The entirety of the film Snowpiercer takes place on a train—a very special train that I can't stop thinking about. The movie itself is great—we've followed the film here due to its unique distribution plan to be made available on-demand platforms just weeks after being released in theaters—but to be honest, I was most captivated by the train itself.
I'm not going to spoil anything here when I tell you that 18 years from now, due to a foiled plan to save the world from global warming, we've managed to turn the planet into a frozen blob of ice. The few surviving humans are staying alive by circumnavigating the globe on a high-speed train. If the train stops, they'll freeze to death. (I know, it sounds like The Road meets Speed meets The Polar Express—but it works!)
But wait just a second, there. A high-speed train that circumnavigates the globe? Indeed.
Imagine a high-speed rail system that serves many of the world's major continents (except Australia, Greenland and much of Asia—looks like there was some kind of falling out with India and China in 2029). It's extensive and efficient and Hyper Loop-ish and looks like it worked incredibly well before the whole freezing-to-death thing. In the film, it takes an entire year to make the circuit, which is how they measure time.

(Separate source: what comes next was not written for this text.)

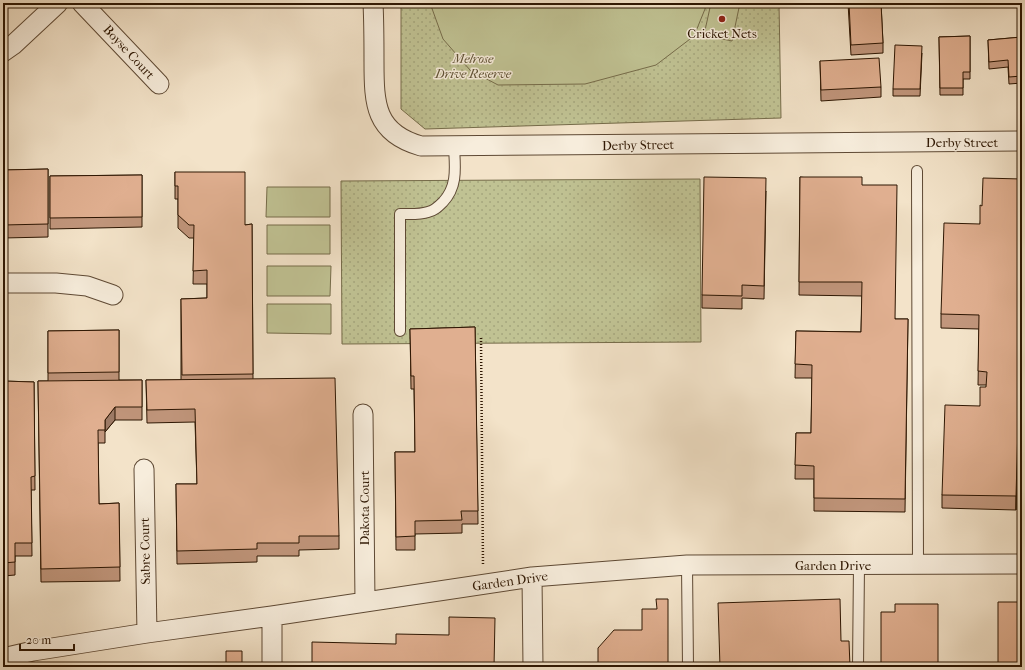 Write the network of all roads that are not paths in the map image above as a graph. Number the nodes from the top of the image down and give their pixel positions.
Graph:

After I caught a glimpse of the route map about halfway through the film, I kept fantasizing about the potential of a global train running on an infinite loop. Of course the explanation behind the train's perpetual motion is a bit more nefarious (let's just say it's not solar powered) and I don't think any of the passengers cared about the long-term implications of a rail system linking much of Africa. But there I was, dreaming of hopping a train to New York City, by way of Rio and the Caribbean Tunnel.
As previously mentioned, you can head out to the theater to see Snowpiercer today, you might be able to watch it on-demand with your local provider, or you can buy or rent it on iTunes or Amazon. I highly recommend seeing it through whichever delivery method you prefer—the bone-chilling premise is especially welcome on a hot summer day.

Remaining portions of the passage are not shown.